Or galavanting (?) around town with friends.
But, I was little in the eighties and early nineties, and now, it seems, human trafficking has made everyone so fearful of letting their kids walk to or from school.
10:57 PM on 03/22/2011
How prevalent is human trafficking, really? I'll grant that it's probably more prevalent than it was years ago if only because it was kind of hard of to market anything like that prior to the internet. Even so, are the fears backed up by facts? Is it really that much more dangerous now than then or is it more because we get bombarded by stories non-stop, often the same one over and over again?

Auldphart
09:30 PM on 03/22/2011
I was thinking of writing a book called "STOP raising Punk A** Kids". The world is different or maybe the truth is the things we fear now were just as prevalent then we just didn't hear about it 24/7. When I was growing up I was not my parents life, I was a part of their life. They did not schedule their time around us, our schedules were built around theirs. Our parents worked, we had to take care of ourselves until the one came home. Today kids have ALL the POWER. Parents run around accommodating kids schedules. A friend's Ex kept threatening to sell their house, he was upset the kids would have to move, I asked "Did u move when u were a kid?" Him, "Yes". Me, "so how many times did your parent ask for your opinion." Never, back then we did what we were told, moved when we had to, and there was no discussion with kids who didn't pay for sh**! Given the opportunity kids are quite resilient. Its parents fears and insecurities that are passed to the child. Martin Luther King said it best "Character is built in adversity not the good times!" Every body is a winner, nobody fails, no competition BS is creating a generation who are committing suicide because they can't deal with failure. The real world is full of disappointment, hard times, change and loss. The trick is to keep getting back up!
10:40 PM on 03/22/2011
" The world is different or maybe the truth is the things we fear now were just as prevalent then we just didn't hear about it 24/7."

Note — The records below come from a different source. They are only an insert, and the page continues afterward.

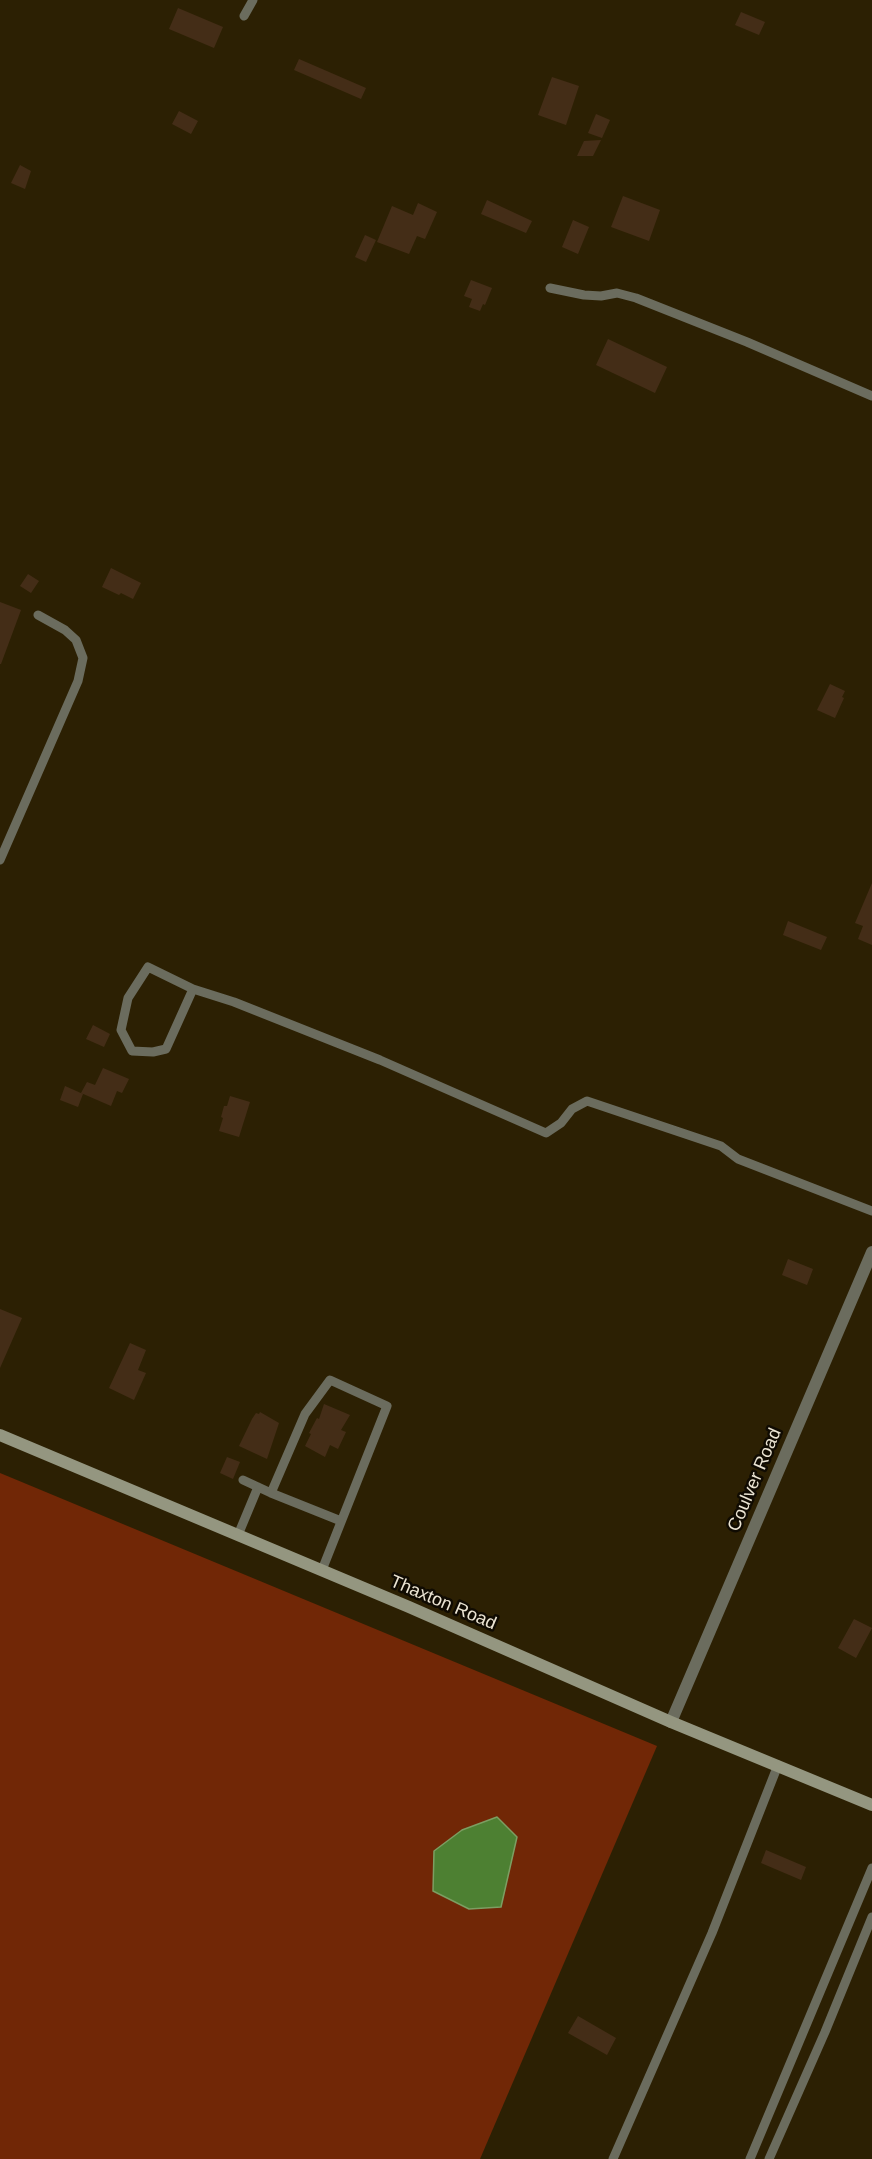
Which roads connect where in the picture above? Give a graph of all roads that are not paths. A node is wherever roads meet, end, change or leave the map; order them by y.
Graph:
1 (253, 0) edge
2 (244, 16) dead end
3 (550, 288) dead end
4 (872, 396) edge
5 (38, 615) dead end
6 (0, 860) edge
7 (193, 989) junction
8 (872, 1211) edge
9 (872, 1252) edge
10 (0, 1435) edge
11 (243, 1480) dead end
12 (258, 1487) junction
13 (271, 1492) junction
14 (341, 1521) junction
15 (238, 1535) junction
16 (322, 1570) junction
17 (671, 1722) junction
18 (778, 1765) junction
19 (872, 1805) edge
20 (872, 1868) edge
21 (872, 1917) edge
22 (613, 2159) edge
23 (750, 2159) edge
24 (769, 2159) edge

1 - 2 lane
3 - 4 lane
5 - 6 lane
7 - 7 lane
7 - 8 lane
9 - 17 street, Coulver Road
10 - 15 street, Thaxton Road
11 - 12 lane
12 - 13 lane
12 - 15 lane
13 - 14 lane
13 - 14 lane
14 - 16 lane
15 - 16 street, Thaxton Road
16 - 17 street, Thaxton Road
17 - 18 street, Thaxton Road
18 - 19 street, Thaxton Road
18 - 22 lane
20 - 23 lane
21 - 24 lane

That's probably a major part of it. The earthquake and tsunami in Japan would have been a major news story even back then, but we wouldn't have heard about it until the next day. There wouldn't have been 24 hour coverage of the thing for days afterward with "pundits" analyzing everything to the point of absurdity and you wish they would just shut the hell up.

I can see the effect of 24x7 news on my wife's 85 year old aunt. She was half-convinced she would need potassium iodide pills because reactors in Japan were leaking radiation. She forgot that from the time she was 19 until her very late 30's that thousands of nuclear weapons were detonated in the atmosphere for testing purposes, some of them only a few hundred miles away.

Auldphart
07:31 PM on 03/22/2011
this reminded me of 'arranged marriages' that continue to this day. they ensured the right people connected (sexually?) to propagate the 'right' offspring and ensure the parents wishes and demands were carried through (and often the wealth of same). its pretty sickening to consider that the concept of chattel is a continuing concept, even if it is the ownership of the childs career, choices, mental capacity. it is just incredibly debilitating !
07:16 PM on 03/22/2011
Yes, I am 28, and the 'victim' of helicopter parenting. Yes, yes, they mention that it comes from love. ::sigh::

Unfortunately, what they call 'parenting' was largely restrictions on freedom. Plain and simple. I really couldn't leave the house. No, really, it was like, 'Hey Mom can I go ride my bike with friends?' "No, its too dangerous." In the suburbs of the San Fernando Valley.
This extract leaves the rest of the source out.